▸ **WORK TO COMPLETE**
The answer must be a single number: how many lines in the records below contain the word "image".

*** EXCERPTED RECORDS ***

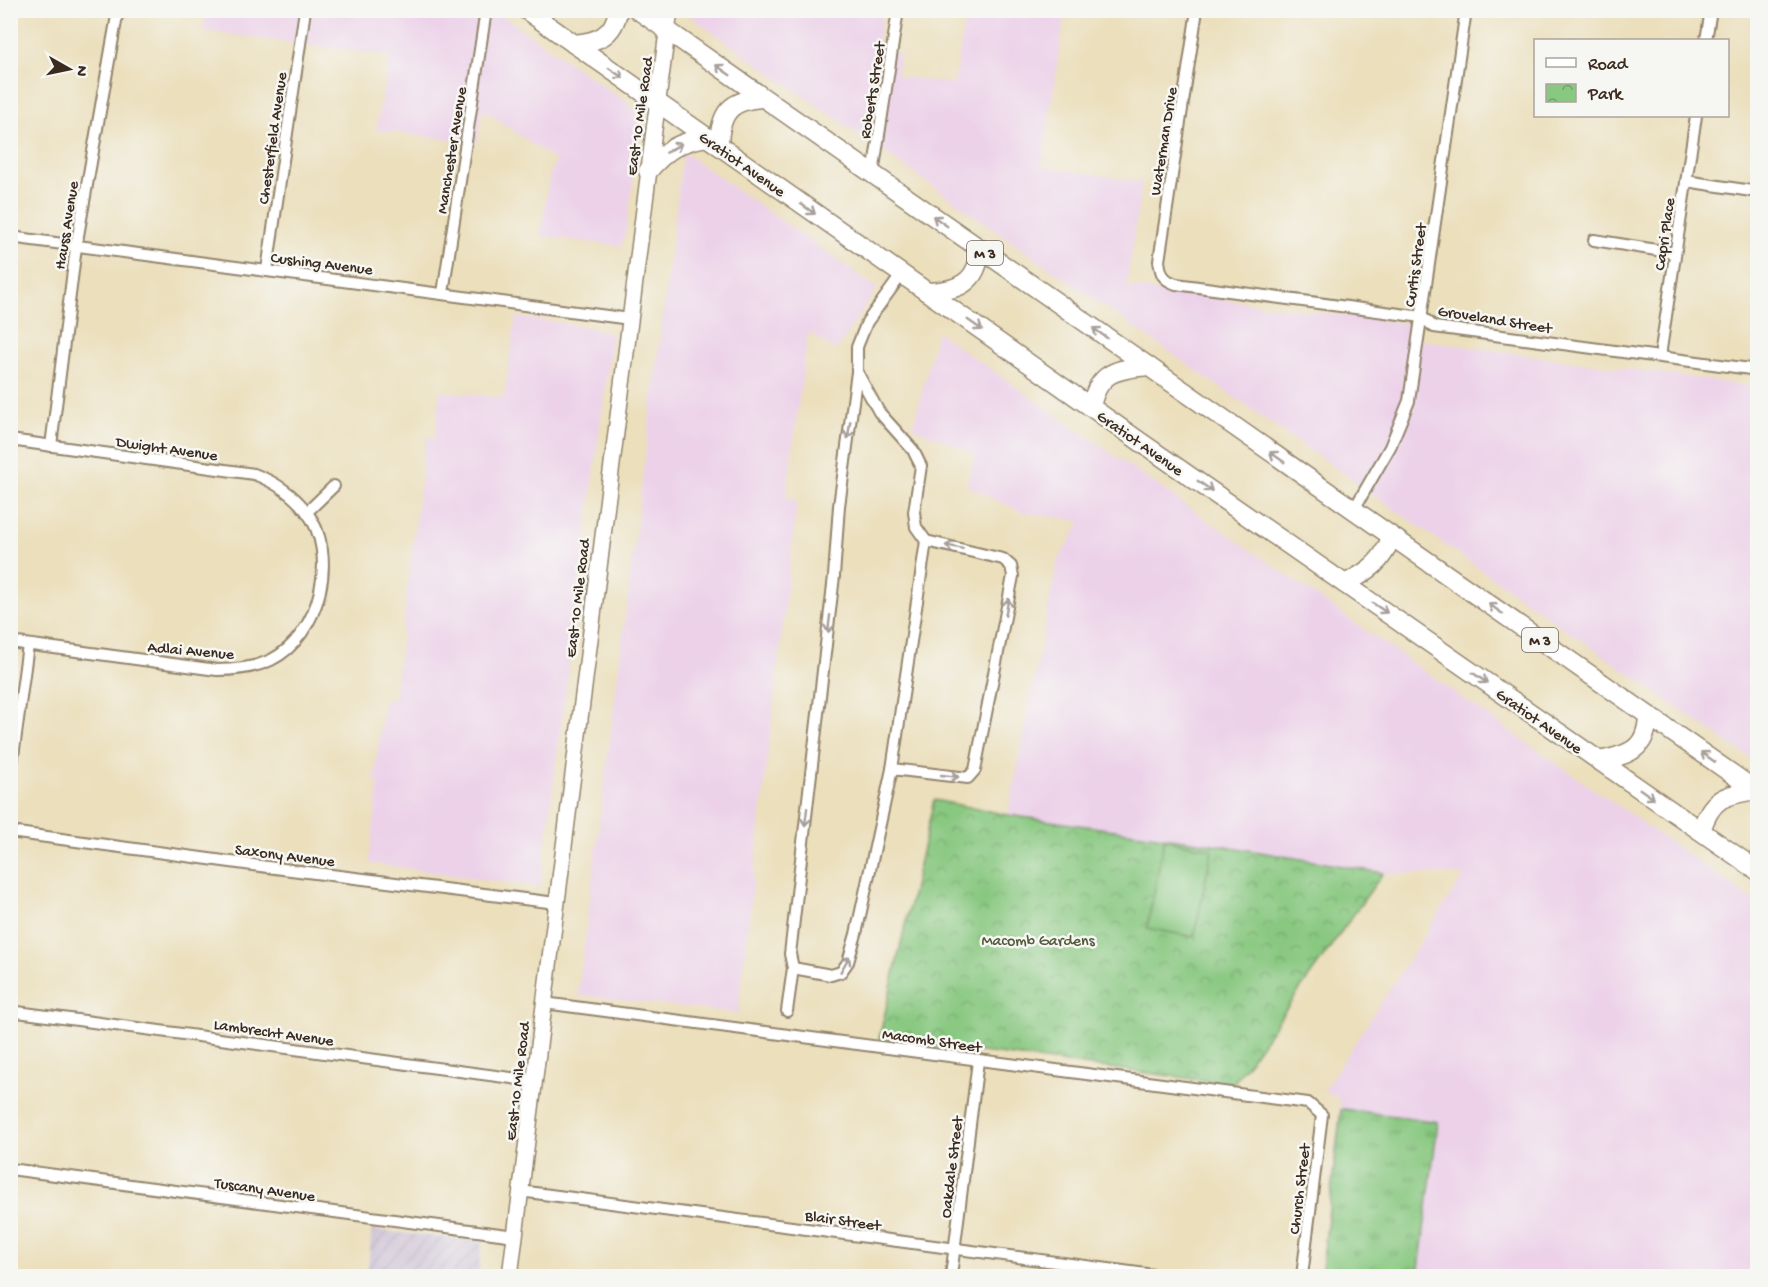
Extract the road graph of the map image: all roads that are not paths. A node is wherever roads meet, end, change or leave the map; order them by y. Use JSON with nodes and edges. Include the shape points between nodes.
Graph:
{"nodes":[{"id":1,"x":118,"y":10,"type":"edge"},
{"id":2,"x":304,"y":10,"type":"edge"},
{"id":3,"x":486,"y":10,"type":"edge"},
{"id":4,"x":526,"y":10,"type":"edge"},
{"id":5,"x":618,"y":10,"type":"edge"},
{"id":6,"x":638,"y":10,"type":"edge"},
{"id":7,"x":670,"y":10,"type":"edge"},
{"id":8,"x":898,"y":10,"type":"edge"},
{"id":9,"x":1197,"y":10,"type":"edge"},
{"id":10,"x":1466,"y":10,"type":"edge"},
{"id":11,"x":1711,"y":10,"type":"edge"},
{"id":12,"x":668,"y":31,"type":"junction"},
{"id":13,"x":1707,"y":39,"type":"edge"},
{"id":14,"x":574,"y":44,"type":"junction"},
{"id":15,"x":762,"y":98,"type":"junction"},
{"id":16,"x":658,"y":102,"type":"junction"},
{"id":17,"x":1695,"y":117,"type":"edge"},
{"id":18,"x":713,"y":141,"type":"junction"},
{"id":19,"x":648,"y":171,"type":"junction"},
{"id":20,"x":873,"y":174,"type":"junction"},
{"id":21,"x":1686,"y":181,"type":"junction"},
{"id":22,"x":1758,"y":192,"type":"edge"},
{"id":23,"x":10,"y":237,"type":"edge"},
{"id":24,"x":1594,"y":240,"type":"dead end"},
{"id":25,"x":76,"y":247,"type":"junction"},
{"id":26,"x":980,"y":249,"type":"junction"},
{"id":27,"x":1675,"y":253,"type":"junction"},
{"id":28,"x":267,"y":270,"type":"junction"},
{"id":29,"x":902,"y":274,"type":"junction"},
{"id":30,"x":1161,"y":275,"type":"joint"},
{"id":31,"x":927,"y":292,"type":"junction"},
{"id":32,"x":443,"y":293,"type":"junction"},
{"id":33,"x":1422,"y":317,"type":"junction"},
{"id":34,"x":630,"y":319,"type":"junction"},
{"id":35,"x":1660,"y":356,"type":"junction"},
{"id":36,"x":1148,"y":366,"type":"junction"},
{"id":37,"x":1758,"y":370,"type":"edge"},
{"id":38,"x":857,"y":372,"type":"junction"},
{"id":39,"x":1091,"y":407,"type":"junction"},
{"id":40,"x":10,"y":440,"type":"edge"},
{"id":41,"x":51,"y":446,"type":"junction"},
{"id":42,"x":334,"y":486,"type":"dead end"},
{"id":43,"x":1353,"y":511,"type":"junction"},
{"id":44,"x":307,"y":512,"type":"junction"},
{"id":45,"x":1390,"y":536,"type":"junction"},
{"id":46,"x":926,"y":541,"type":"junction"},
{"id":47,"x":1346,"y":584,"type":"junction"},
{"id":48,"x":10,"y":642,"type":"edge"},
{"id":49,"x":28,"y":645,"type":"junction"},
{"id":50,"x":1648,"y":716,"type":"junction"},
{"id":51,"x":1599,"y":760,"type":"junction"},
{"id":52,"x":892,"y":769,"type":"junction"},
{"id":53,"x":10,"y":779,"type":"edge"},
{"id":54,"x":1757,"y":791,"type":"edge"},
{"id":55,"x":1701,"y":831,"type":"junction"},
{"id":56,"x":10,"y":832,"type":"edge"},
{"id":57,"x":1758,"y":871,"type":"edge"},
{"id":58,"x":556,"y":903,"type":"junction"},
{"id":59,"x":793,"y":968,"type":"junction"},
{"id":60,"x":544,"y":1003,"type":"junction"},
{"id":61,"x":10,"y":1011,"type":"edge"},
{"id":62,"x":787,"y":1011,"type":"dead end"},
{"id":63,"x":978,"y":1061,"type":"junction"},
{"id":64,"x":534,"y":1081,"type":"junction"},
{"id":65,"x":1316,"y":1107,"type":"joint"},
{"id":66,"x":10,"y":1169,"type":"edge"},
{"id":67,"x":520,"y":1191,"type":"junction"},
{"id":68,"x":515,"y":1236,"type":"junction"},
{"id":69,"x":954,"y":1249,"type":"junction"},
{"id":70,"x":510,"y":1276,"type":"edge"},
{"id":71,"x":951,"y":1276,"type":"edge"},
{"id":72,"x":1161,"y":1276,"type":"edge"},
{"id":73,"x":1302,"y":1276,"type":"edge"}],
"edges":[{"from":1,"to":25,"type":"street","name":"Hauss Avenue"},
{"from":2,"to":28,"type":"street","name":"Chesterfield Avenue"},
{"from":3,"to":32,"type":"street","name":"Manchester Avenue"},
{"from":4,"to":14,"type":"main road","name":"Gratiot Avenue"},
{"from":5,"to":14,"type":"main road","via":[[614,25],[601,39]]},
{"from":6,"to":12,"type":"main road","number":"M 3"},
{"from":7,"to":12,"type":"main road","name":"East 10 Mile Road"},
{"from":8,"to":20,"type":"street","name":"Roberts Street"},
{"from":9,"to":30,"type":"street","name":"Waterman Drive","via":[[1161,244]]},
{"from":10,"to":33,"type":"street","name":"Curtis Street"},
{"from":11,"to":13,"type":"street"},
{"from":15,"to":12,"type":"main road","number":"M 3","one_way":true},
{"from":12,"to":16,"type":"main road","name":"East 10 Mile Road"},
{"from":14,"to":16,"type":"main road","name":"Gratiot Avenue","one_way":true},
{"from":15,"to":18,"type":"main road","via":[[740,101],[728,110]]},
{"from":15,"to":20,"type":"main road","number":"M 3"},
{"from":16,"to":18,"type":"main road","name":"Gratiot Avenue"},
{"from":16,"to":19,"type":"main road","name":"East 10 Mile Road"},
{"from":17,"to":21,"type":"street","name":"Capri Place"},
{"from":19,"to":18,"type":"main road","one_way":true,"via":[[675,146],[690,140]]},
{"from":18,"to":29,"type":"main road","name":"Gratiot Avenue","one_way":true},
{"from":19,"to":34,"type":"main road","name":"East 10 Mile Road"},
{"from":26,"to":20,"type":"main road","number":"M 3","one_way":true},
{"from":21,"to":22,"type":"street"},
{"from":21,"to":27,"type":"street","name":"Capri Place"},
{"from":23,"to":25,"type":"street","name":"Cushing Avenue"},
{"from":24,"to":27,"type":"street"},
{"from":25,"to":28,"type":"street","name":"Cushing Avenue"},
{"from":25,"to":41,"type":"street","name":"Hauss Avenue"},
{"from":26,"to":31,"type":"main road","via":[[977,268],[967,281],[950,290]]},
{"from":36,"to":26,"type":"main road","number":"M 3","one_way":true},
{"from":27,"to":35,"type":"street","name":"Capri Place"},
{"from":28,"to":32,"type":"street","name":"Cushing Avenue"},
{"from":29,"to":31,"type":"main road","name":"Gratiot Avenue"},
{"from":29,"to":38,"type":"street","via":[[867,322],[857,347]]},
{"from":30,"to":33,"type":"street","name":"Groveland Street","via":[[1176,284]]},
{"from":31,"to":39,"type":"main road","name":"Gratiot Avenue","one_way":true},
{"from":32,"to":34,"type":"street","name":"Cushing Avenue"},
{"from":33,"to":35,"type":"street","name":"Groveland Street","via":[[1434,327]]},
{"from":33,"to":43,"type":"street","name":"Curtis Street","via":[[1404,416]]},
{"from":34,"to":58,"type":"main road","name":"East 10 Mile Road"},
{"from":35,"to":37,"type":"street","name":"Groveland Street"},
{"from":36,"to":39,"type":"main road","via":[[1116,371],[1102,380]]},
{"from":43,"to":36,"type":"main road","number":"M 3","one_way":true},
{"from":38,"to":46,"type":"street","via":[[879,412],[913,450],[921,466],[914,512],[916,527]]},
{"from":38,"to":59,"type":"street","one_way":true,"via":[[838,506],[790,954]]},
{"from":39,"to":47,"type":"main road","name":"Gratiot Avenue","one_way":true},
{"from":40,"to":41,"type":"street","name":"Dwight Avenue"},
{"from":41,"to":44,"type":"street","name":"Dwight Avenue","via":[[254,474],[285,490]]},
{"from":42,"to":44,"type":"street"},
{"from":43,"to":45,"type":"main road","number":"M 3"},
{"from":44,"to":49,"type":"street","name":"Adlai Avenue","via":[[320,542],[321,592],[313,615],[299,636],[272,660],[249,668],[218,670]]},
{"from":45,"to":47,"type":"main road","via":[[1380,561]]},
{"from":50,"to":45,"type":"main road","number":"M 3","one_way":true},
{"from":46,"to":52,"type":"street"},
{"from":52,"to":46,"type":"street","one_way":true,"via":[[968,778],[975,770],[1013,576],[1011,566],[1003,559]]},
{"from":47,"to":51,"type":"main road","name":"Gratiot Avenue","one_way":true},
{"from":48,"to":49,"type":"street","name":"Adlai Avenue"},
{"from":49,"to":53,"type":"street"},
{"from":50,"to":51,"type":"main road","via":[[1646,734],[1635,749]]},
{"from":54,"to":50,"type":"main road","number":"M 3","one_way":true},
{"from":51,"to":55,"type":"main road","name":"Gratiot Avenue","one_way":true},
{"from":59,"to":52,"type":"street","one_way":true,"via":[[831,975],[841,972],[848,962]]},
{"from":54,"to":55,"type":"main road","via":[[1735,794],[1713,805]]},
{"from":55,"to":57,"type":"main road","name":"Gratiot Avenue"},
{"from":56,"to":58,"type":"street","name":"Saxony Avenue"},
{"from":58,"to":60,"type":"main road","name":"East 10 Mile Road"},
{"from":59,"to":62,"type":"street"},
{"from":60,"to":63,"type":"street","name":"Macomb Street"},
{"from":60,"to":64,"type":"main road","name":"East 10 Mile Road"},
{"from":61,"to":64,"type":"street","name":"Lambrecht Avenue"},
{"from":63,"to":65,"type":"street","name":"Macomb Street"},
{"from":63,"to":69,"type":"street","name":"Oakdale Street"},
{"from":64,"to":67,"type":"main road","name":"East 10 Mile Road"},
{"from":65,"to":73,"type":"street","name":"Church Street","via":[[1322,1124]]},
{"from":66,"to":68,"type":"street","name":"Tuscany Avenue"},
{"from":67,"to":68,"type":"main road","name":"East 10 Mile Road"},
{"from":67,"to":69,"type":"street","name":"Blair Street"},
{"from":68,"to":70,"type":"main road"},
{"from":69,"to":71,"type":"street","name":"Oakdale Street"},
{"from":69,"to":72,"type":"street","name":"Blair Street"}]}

*** End of EXCERPTED RECORDS ***
*** EXCERPTED RECORDS ***

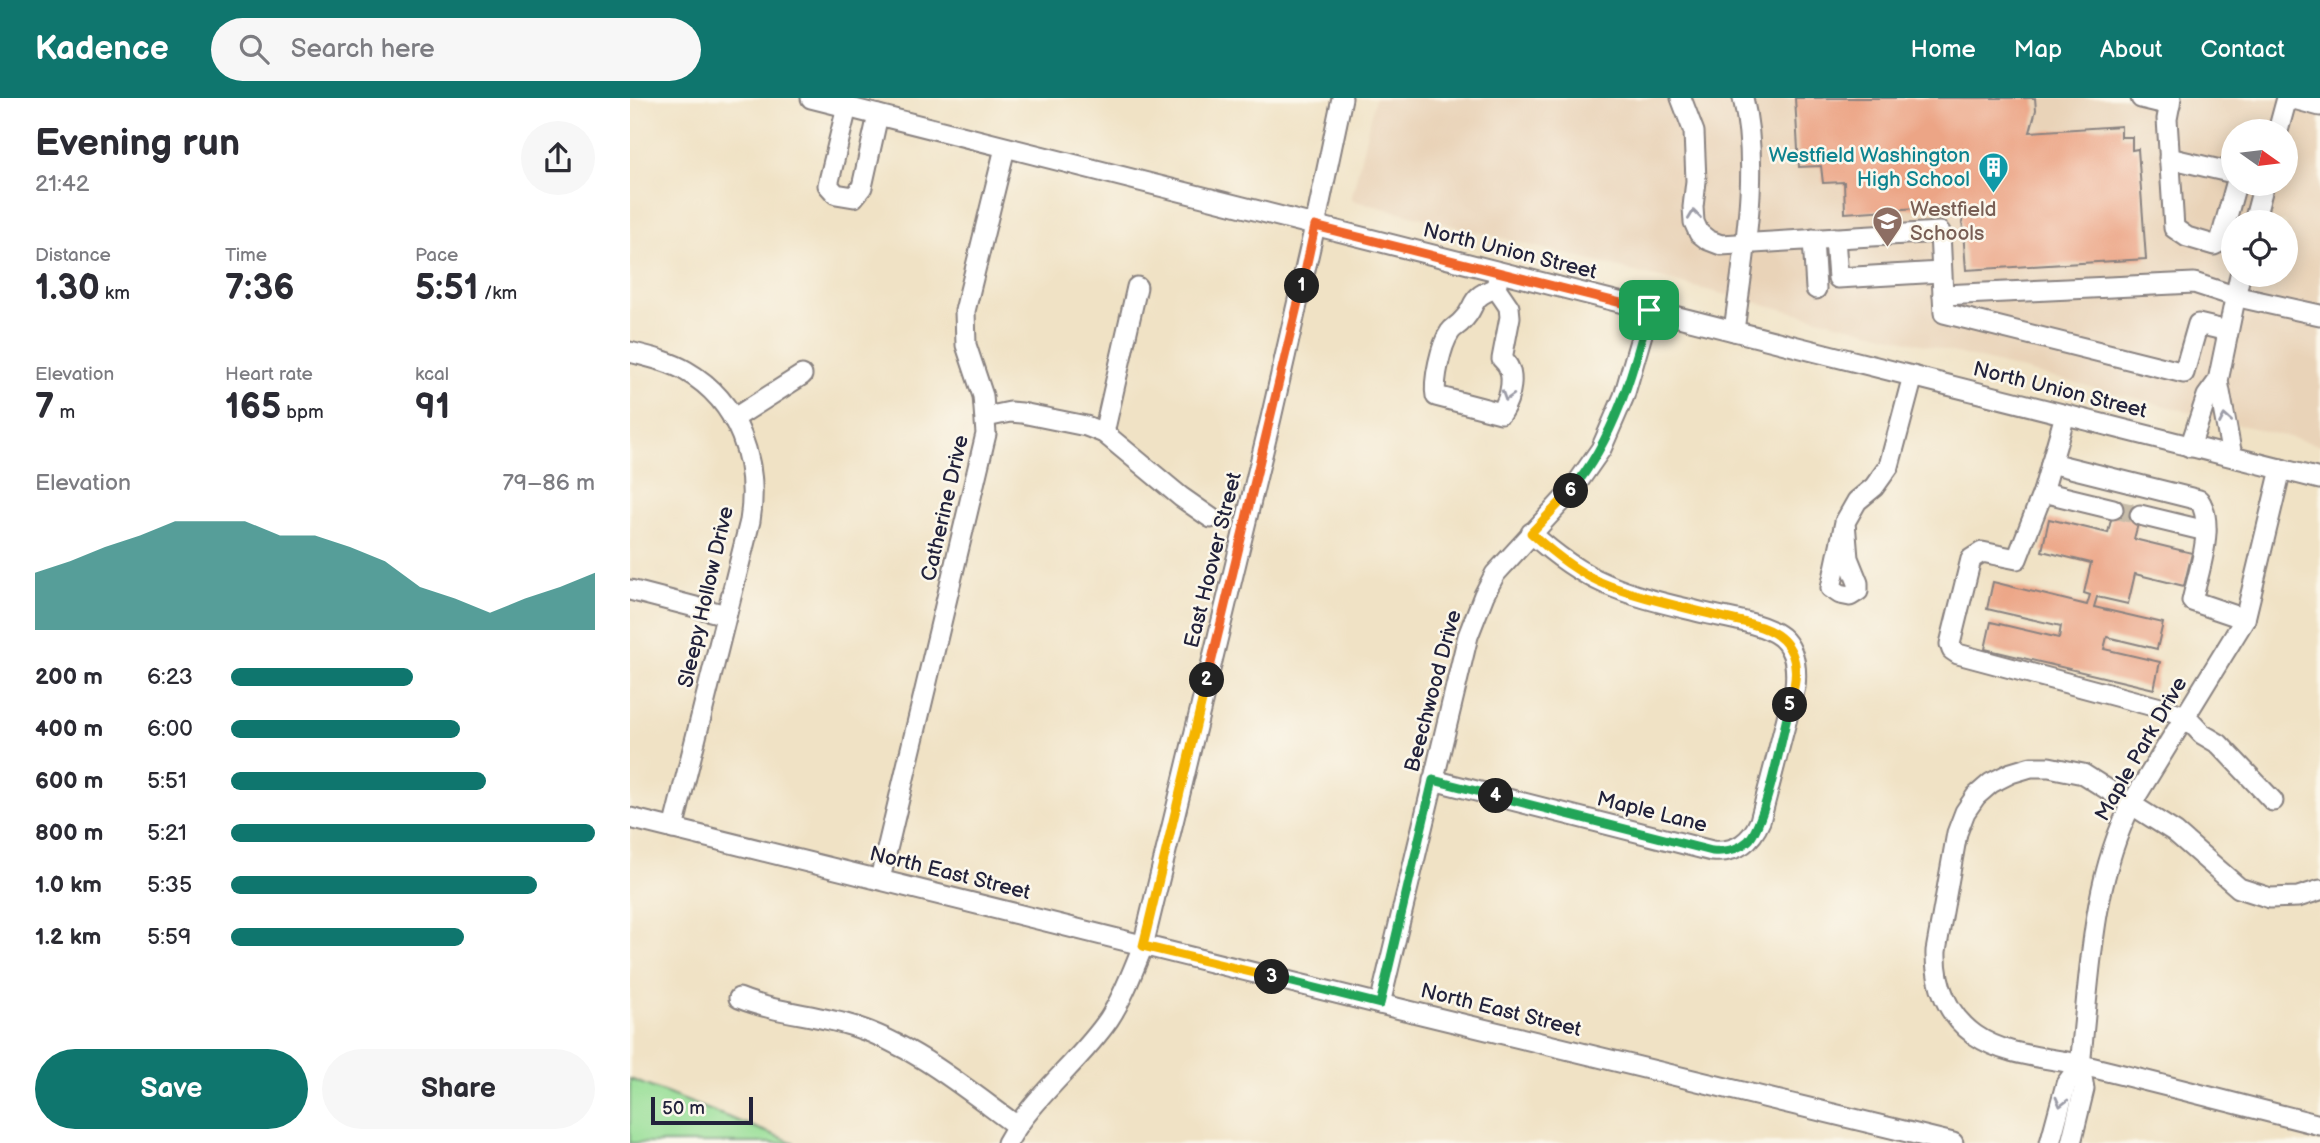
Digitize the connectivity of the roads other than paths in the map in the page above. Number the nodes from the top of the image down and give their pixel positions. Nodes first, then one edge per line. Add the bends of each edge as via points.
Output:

*** End of EXCERPTED RECORDS ***

▸ **TASK OUTPUT**
2